Anastasiadis: Kabul etmem söz konusu değil - Havadis Gazetesi | Kıbrıs Haber
Cuma, Mart 29, 2024
Güney KıbrısKıbrısManşet

Anastasiadis: Kabul etmem söz konusu değil

Rum lider Nikos Anastasiadis, Cumhurbaşkanı Akıncı’nın Gutteres Çerçevesi’ni stratejik bir anlaşma olarak imzalama önerisine basın yoluyla net yanıt verdi

Rum lider Nikos Anastasiadis’in, Fileleftheros’a verdiği mülakatın Kıbrıs  sorunuyla ilgili bölümü dün yayınlandı. Gazetenin manşetten verdiği mülakatta Rum lider Cumhurbaşkanı Akıncı’nın Gutteres Çerçevesi’ni stratejik bir anlaşma olarak imzalama önerisine de net bir yanıt verdi. Anastasiadis, öneriyi “Böyle bir şeyi kabul etmem söz konusu değildir” diyerek reddetti.  Filelefteros’un mülakatından dikkat çekici başlıklar şöyle:

Soru: Mustafa Akıncı, Guterres çerçevesi üzerinde anlaşmanız konusunda size çağrı yaptı. Sizin taraf olumlu yanıt vermedi.


Anastasiadis: Akıncı, Guterres Çerçevesini stratejik anlaşma olarak kabul etmemiz ve sonrasında diyaloga girmemiz konusunda bir açıklama yaptı. Her şeyden önce şuna açıklık getirmemiz gerekir. Eğer 4 Temmuz tarihinde şekillendiği biçimde, garanti, müdahale ve askerlerin ayrılması konularını içeren Guterres çerçevesini kast ediyorsanız, bu çağrının olumlu olduğunu düşünüyorum. Ancak Akıncı’nın verdiği yanıt, başka şeyden söz ediyordu. 30 Haziran tarihide, Eide tarafından sunulan gayrı resmi bir belgeden söz ediyor. Gayrı resmi belgede Eide, Antonio Guterres’in 28 Haziran tarihinde önerdiği parametreleri kendisinin anladığı şekilde dile getirdi. Yaşananlar herkes tarafından biliniyor. O zaman iki taraf da (biz ve Kıbrıslı Türkler) şikayet ettik. Bu konuyla ilgili olarak Mavroyannis’in gönderdiği ve aldığı mesajlar vardır. Bunun üzerine BM, Eide’nin gayrı resmi belgesi olmadan ilerlememizi önerdi. Ancak 4 Temmuz tarihinde Eide geldi ve gayrı resmi belge ile ilgili olarak herhangi bir yanlış anlaşılmaya ve yanlış yorumlamaya mahal vermemek için, Genel Sekreterin talimatı üzerine bize “Genel Sekreter bana bunu size, kendi çerçevesi olarak takdim etmemi istedi” dedi. Guterres Çerçevesi odur.

 

Soru: Kıbrıs Rum tarafının buna yanıtı olumlu muydu?

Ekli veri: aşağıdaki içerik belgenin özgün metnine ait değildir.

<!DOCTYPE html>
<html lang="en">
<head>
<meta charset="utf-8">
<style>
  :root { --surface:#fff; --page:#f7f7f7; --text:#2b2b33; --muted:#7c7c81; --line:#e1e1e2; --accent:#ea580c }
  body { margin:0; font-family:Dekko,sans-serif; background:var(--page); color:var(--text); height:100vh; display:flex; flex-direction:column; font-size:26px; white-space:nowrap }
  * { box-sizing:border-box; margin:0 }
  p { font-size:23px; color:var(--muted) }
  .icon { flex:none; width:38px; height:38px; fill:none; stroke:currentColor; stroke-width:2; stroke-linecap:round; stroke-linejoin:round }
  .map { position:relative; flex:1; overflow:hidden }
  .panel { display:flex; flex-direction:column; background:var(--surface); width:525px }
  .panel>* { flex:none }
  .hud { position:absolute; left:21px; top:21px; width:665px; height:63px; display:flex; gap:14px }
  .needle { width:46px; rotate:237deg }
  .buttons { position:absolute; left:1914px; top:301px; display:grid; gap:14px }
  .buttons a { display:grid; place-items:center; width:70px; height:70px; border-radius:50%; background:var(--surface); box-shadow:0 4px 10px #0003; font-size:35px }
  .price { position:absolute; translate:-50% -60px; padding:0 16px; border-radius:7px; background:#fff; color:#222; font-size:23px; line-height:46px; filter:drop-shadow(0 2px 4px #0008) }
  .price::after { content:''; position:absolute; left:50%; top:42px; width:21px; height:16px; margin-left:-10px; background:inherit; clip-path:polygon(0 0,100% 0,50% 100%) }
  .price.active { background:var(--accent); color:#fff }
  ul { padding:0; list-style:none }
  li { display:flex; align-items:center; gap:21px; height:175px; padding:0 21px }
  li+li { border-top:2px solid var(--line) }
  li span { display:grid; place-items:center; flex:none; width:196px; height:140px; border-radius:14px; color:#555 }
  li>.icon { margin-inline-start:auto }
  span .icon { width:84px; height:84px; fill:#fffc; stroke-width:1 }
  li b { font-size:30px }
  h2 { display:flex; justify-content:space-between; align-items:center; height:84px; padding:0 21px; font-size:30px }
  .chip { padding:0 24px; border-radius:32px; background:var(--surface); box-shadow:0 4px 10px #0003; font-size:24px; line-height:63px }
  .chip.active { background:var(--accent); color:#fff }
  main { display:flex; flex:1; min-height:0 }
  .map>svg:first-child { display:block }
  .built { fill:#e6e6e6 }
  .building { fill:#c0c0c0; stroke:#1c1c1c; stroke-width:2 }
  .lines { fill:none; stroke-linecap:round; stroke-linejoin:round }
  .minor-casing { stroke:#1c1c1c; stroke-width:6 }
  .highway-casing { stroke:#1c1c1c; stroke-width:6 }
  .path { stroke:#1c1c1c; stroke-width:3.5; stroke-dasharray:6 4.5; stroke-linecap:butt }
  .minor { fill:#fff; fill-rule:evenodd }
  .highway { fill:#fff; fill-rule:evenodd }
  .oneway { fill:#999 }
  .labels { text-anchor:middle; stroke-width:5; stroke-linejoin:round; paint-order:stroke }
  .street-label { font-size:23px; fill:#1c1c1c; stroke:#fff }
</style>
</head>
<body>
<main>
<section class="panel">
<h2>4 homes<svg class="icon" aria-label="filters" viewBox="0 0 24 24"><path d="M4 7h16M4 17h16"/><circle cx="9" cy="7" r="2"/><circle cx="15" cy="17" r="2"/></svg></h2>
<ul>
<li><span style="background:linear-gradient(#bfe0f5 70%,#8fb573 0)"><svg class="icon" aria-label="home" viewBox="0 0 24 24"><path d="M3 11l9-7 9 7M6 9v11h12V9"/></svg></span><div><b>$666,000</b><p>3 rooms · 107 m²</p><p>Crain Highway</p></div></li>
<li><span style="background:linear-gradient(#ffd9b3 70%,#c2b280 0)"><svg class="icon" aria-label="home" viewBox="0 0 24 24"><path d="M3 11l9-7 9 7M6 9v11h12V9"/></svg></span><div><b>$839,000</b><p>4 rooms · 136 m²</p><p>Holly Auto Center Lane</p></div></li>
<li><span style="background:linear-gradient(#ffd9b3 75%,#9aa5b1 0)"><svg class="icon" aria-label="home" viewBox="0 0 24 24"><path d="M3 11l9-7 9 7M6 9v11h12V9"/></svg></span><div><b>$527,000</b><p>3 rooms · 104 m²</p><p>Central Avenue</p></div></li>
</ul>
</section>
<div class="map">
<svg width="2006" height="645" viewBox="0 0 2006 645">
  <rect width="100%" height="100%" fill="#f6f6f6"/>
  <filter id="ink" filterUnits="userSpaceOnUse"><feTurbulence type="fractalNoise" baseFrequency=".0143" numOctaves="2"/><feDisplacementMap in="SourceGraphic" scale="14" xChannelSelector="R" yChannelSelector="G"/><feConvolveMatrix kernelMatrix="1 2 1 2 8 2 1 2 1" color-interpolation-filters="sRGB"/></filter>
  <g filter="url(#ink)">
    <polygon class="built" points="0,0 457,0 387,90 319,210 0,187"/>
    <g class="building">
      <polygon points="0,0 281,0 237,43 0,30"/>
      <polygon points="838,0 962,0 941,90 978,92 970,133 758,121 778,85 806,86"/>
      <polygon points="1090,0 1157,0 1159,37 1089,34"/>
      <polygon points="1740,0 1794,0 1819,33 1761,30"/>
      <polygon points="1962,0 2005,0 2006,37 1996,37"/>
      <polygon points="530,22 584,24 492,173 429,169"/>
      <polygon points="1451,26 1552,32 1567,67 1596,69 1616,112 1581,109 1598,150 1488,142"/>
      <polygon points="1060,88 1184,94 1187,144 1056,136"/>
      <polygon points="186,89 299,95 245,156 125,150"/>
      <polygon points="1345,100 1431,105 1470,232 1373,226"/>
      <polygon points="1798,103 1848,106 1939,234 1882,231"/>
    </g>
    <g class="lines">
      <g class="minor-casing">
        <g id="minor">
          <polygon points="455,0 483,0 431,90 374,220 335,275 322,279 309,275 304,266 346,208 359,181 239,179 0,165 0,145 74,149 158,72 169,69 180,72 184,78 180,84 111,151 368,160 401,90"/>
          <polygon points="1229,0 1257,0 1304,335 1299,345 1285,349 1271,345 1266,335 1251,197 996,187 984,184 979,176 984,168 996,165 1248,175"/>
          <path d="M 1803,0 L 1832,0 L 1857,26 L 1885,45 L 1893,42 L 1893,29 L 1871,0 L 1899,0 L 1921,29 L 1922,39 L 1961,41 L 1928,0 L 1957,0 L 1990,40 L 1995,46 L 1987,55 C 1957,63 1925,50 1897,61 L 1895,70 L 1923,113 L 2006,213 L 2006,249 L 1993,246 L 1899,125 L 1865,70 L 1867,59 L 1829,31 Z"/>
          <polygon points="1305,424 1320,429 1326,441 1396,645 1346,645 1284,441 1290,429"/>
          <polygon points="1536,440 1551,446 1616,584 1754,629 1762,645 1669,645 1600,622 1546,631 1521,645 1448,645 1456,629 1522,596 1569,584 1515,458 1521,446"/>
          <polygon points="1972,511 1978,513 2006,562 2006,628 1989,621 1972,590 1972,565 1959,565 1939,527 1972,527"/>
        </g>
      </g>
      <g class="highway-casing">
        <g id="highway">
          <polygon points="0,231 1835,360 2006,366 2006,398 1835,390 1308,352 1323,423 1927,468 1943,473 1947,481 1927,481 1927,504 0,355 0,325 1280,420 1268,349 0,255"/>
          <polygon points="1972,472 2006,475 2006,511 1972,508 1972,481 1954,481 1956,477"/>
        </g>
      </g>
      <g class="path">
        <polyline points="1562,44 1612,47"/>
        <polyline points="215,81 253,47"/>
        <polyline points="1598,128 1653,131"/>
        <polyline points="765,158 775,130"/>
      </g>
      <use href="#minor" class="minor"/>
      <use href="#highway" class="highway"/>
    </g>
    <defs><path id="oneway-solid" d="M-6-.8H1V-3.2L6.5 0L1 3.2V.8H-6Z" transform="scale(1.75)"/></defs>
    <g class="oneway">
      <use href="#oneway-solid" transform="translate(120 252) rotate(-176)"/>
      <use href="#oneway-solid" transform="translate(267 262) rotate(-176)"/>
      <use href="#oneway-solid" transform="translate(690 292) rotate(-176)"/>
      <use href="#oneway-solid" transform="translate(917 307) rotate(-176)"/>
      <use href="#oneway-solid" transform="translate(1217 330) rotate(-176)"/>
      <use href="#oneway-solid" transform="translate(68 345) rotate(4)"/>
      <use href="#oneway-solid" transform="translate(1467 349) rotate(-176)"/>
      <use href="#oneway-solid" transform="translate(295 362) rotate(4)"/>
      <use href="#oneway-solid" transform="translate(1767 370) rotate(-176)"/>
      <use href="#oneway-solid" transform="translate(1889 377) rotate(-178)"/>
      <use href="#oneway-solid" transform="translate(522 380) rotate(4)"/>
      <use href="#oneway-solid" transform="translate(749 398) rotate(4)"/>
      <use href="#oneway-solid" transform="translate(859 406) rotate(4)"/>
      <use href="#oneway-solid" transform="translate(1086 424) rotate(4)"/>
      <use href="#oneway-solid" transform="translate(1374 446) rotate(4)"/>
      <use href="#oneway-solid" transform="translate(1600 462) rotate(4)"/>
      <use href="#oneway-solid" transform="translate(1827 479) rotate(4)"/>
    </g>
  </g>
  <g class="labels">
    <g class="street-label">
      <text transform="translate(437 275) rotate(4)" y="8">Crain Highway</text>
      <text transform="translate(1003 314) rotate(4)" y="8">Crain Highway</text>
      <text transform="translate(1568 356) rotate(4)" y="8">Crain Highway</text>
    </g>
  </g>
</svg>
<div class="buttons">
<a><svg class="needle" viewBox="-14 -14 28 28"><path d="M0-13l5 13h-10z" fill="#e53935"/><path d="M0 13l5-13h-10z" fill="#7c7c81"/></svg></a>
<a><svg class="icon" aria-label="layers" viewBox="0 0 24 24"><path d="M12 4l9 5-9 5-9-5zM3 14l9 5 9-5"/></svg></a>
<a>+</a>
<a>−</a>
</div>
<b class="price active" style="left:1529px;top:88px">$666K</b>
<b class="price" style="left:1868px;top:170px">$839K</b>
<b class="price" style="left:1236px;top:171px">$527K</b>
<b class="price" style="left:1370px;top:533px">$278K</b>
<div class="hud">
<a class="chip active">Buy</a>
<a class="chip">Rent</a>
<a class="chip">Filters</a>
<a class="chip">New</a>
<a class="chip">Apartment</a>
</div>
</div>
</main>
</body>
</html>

Anastasiadis: Crans-Montana’da ilk andan itibaren Guterres Çerçevesine olumlu bakan taraf, Kıbrıs Rum tarafıydı. Ayın 5’inde, Çerçevenin 28 Haziran’daki ilk halinden nihai olarak şekillenmesi sonrasında, iç konularla, aynı zamanda güvenlik ve asker konuları ile ilgili yazılı önerilerimizi sunduk. 6 Temmuz tarihinde sürece yardımcı olmak için bir adım daha ileri giderek, yeni durumla ilgili çok teferruatlı bir belge sundum. Bu belge, garanti ve müdahale haklarının kaldırılmasını, askerlerin gitmesini, iki toplum arasında anlaşmaya varılan noktaların uygulanmasının izlenmesinin yöntemlerini ve anlaşmaya varılanların hayata geçirilmesi için gözetim mekanizmalarını içermektedir. Orada, bir süreliğine iki bin kişiden oluşan çok uluslu bir polis gücü olabileceğini önermiştim. Askerlerin ayrılması ışığında yardımcı güç olarak iki toplumlu çatışmaları önlemek için… Önerimiz, kurucu devletlerden birinde bir olay olması halinde, bu konuda en yetkili kurumun devletin Polisinin olması yönündedir. Polisin durumu kontrol edememesi halinde,  o zaman federal polis yetkili olacak. Daha sonra, üç yıl içinde, gerekirse çok uluslu polis gücü yetkiyi devralacak. Eğer hala durum kontrol dışıysa, Başkan ya da Başkan Yardımcısı, Güvenlik Konseyinin ne önlem alınması gerektiğine karar vermesi için BM Genel Sekreterine başvurabilir.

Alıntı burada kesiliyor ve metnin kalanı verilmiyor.